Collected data
#####

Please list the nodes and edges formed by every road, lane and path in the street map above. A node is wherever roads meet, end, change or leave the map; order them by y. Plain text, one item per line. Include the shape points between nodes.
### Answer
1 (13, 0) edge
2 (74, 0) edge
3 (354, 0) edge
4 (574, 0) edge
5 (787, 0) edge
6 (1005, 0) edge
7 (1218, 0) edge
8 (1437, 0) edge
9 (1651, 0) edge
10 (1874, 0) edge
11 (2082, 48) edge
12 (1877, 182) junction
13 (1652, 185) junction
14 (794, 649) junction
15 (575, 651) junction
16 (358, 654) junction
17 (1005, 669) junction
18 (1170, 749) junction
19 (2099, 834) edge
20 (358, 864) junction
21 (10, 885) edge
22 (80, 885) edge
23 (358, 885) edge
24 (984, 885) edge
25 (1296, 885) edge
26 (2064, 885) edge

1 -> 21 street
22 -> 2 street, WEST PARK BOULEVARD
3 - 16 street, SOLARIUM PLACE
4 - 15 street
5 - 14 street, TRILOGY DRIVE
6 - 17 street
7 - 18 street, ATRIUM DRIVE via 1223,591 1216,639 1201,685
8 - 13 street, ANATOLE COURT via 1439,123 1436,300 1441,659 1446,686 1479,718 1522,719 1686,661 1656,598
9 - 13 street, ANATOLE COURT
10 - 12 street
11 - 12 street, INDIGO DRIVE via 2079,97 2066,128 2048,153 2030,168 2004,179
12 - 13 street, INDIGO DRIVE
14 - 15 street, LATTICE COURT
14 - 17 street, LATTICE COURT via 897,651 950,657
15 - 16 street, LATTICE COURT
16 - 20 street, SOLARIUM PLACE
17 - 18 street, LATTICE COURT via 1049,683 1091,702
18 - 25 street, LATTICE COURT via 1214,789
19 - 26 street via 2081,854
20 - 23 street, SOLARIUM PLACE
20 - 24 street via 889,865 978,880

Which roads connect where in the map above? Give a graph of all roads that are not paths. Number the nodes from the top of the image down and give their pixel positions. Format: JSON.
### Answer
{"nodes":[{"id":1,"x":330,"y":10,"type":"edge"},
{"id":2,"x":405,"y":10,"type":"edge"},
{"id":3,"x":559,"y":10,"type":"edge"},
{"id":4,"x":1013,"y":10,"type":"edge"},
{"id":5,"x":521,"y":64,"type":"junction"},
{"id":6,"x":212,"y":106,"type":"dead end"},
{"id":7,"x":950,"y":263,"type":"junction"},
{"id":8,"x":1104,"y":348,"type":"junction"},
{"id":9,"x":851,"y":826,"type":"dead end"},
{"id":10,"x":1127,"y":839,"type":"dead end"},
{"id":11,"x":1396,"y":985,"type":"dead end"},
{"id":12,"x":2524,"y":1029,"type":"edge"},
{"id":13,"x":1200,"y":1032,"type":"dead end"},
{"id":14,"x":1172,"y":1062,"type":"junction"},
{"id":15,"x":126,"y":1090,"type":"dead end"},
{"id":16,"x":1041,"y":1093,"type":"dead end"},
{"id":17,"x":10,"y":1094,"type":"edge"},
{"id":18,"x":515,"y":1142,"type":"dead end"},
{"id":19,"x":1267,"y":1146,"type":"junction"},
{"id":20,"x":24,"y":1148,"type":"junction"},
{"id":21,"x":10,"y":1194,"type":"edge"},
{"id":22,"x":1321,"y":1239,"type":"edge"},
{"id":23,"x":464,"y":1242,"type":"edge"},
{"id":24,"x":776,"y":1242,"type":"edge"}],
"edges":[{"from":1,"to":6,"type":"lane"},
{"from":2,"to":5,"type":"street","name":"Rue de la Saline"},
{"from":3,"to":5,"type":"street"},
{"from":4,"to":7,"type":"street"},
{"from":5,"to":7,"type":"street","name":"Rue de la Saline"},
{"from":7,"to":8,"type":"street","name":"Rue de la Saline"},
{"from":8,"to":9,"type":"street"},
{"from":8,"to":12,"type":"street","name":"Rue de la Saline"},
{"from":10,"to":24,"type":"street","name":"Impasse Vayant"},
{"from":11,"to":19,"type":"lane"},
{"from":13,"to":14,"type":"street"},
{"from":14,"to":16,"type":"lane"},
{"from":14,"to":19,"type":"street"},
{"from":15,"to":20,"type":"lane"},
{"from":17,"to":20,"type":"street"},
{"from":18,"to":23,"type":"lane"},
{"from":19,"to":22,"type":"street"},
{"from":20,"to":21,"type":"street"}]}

#####

Reproduce every entry, word for word.

◆ ANSWER BOX ◆
Please list the nodes and edges formed by every road, lane and path in the street map above. A node is wherever roads meet, end, change or leave the map; order them by y. Plain text, one item per line. Include the shape points between nodes.
### Answer
1 (13, 0) edge
2 (74, 0) edge
3 (354, 0) edge
4 (574, 0) edge
5 (787, 0) edge
6 (1005, 0) edge
7 (1218, 0) edge
8 (1437, 0) edge
9 (1651, 0) edge
10 (1874, 0) edge
11 (2082, 48) edge
12 (1877, 182) junction
13 (1652, 185) junction
14 (794, 649) junction
15 (575, 651) junction
16 (358, 654) junction
17 (1005, 669) junction
18 (1170, 749) junction
19 (2099, 834) edge
20 (358, 864) junction
21 (10, 885) edge
22 (80, 885) edge
23 (358, 885) edge
24 (984, 885) edge
25 (1296, 885) edge
26 (2064, 885) edge

1 -> 21 street
22 -> 2 street, WEST PARK BOULEVARD
3 - 16 street, SOLARIUM PLACE
4 - 15 street
5 - 14 street, TRILOGY DRIVE
6 - 17 street
7 - 18 street, ATRIUM DRIVE via 1223,591 1216,639 1201,685
8 - 13 street, ANATOLE COURT via 1439,123 1436,300 1441,659 1446,686 1479,718 1522,719 1686,661 1656,598
9 - 13 street, ANATOLE COURT
10 - 12 street
11 - 12 street, INDIGO DRIVE via 2079,97 2066,128 2048,153 2030,168 2004,179
12 - 13 street, INDIGO DRIVE
14 - 15 street, LATTICE COURT
14 - 17 street, LATTICE COURT via 897,651 950,657
15 - 16 street, LATTICE COURT
16 - 20 street, SOLARIUM PLACE
17 - 18 street, LATTICE COURT via 1049,683 1091,702
18 - 25 street, LATTICE COURT via 1214,789
19 - 26 street via 2081,854
20 - 23 street, SOLARIUM PLACE
20 - 24 street via 889,865 978,880

Which roads connect where in the map above? Give a graph of all roads that are not paths. Number the nodes from the top of the image down and give their pixel positions. Format: JSON.
### Answer
{"nodes":[{"id":1,"x":330,"y":10,"type":"edge"},
{"id":2,"x":405,"y":10,"type":"edge"},
{"id":3,"x":559,"y":10,"type":"edge"},
{"id":4,"x":1013,"y":10,"type":"edge"},
{"id":5,"x":521,"y":64,"type":"junction"},
{"id":6,"x":212,"y":106,"type":"dead end"},
{"id":7,"x":950,"y":263,"type":"junction"},
{"id":8,"x":1104,"y":348,"type":"junction"},
{"id":9,"x":851,"y":826,"type":"dead end"},
{"id":10,"x":1127,"y":839,"type":"dead end"},
{"id":11,"x":1396,"y":985,"type":"dead end"},
{"id":12,"x":2524,"y":1029,"type":"edge"},
{"id":13,"x":1200,"y":1032,"type":"dead end"},
{"id":14,"x":1172,"y":1062,"type":"junction"},
{"id":15,"x":126,"y":1090,"type":"dead end"},
{"id":16,"x":1041,"y":1093,"type":"dead end"},
{"id":17,"x":10,"y":1094,"type":"edge"},
{"id":18,"x":515,"y":1142,"type":"dead end"},
{"id":19,"x":1267,"y":1146,"type":"junction"},
{"id":20,"x":24,"y":1148,"type":"junction"},
{"id":21,"x":10,"y":1194,"type":"edge"},
{"id":22,"x":1321,"y":1239,"type":"edge"},
{"id":23,"x":464,"y":1242,"type":"edge"},
{"id":24,"x":776,"y":1242,"type":"edge"}],
"edges":[{"from":1,"to":6,"type":"lane"},
{"from":2,"to":5,"type":"street","name":"Rue de la Saline"},
{"from":3,"to":5,"type":"street"},
{"from":4,"to":7,"type":"street"},
{"from":5,"to":7,"type":"street","name":"Rue de la Saline"},
{"from":7,"to":8,"type":"street","name":"Rue de la Saline"},
{"from":8,"to":9,"type":"street"},
{"from":8,"to":12,"type":"street","name":"Rue de la Saline"},
{"from":10,"to":24,"type":"street","name":"Impasse Vayant"},
{"from":11,"to":19,"type":"lane"},
{"from":13,"to":14,"type":"street"},
{"from":14,"to":16,"type":"lane"},
{"from":14,"to":19,"type":"street"},
{"from":15,"to":20,"type":"lane"},
{"from":17,"to":20,"type":"street"},
{"from":18,"to":23,"type":"lane"},
{"from":19,"to":22,"type":"street"},
{"from":20,"to":21,"type":"street"}]}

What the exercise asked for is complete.